亚马逊云科技推动AI/ML创新三大驱动力
扫描二维码
随时随地手机看文章
(全球TMT2022年9月2日讯)在2022世界人工智能大会上,亚马逊云科技举办了"人工智能前沿技术趋势与最佳实践" 线上分论坛,分享了亚马逊云科技在人工智能与机器学习(AI/ML)领域的趋势洞察和前沿技术应用的最佳实践,并探讨了AI/ML如何赋能行业数字化转型。亚马逊云科技通过三大AI/ML创新驱动力 -- 处理海量多样化数据、加速推动产业规模化落地以及赋能更多AI开发者,加速推动各行业创新。
推出专门构建的数据准备工具,帮助客户处理海量多样化数据
如今,每时每刻都会有海量结构化以及如音频、视频、图像、医疗数据等非结构化数据的产生,企业要借助AI/ML技术创新,需要处理海量多样化的数据。亚马逊云科技为机器学习构建了专用的数据准备工具,帮助企业从海量多样化数据中获取洞察。其中,Amazon SageMaker Data Wrangler 为表格数据的数据准备提供了无代码/低代码接口,将聚合和准备机器学习数据所需的时间从几周缩短到几分钟;Amazon SageMaker Ground Truth能够轻松地从非结构化数据创建高质量的训练数据集,有效降低数据标注成本;Amazon SageMaker Feature Store专门用于存储、共享和管理ML模型特征。

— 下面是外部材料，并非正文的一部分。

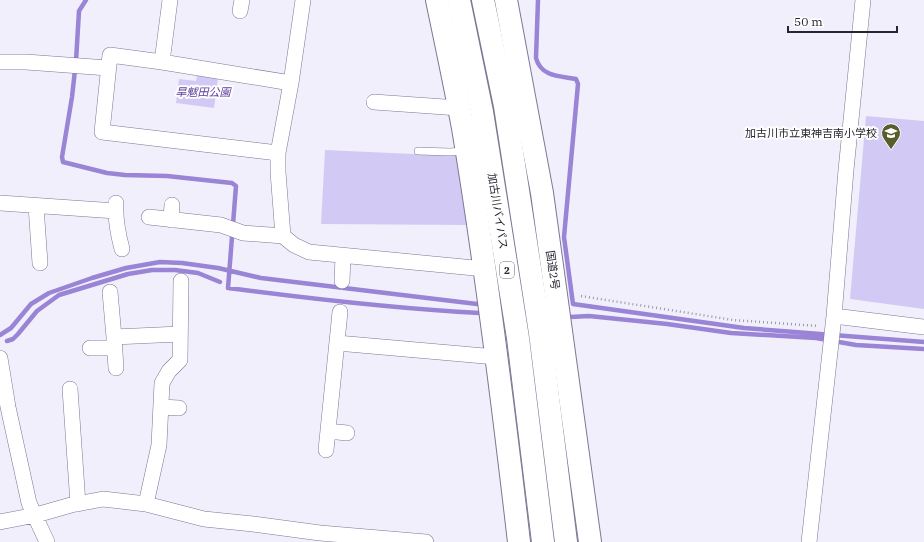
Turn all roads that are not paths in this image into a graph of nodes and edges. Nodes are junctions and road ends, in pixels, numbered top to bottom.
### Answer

提供从底层到应用的全套服务,加速推动AI/ML产业规模化落地
企业要获得实际的业务价值,需要规模化部署AI/ML,将其融入到业务的方方面面。亚马逊云科技如今为客户构建训练模型的参数已达到数十亿的规模,每个月提供数千亿预测结果,这样的规模效应推动了亚马逊云科技AI/ML的产业化落地实践。其中,在底层的基础设施,亚马逊云科技自研的面向机器学习推理和训练的加速芯片Amazon Inferentia和Amazon Trainium,可以帮助客户实现从扩展训练工作负载到部署加速推理的端到端 ML 计算流程。Amazon Elastic Compute Cloud (Amazon EC2) P4d实例与G5实例为客户提供了数倍于前代产品的ML性能。亚马逊云科技还在Amazon SageMaker Studio中提供了集成的机器学习工具,并通过Amazon SageMaker Pipelines自动化机器学习工作流程,极大提升了开发人员的工作效率。
降低机器学习门槛,赋能更多开发者共同构建AI/ML解决方案
亚马逊云科技通过降低机器学习开发门槛,让更多开发者参与其中。其中,Amazon SageMaker Studio Lab让任何人都可以轻松、快速地构建学习和实验机器学习的开发环境;Amazon SageMaker Canvas提供无代码扩展功能,非专业技术人员也能够快速从机器学习模型中获得准确的预测结果;基于Amazon AutoML框架的Amazon AutoGluon开源库使得开发人员只需编写几行代码,即可利用深度学习来构建应用程序。亚马逊云科技还通过与高校建立合作、举办Amazon DeepRacer比赛等项目,激发更多人参与机器学习创新。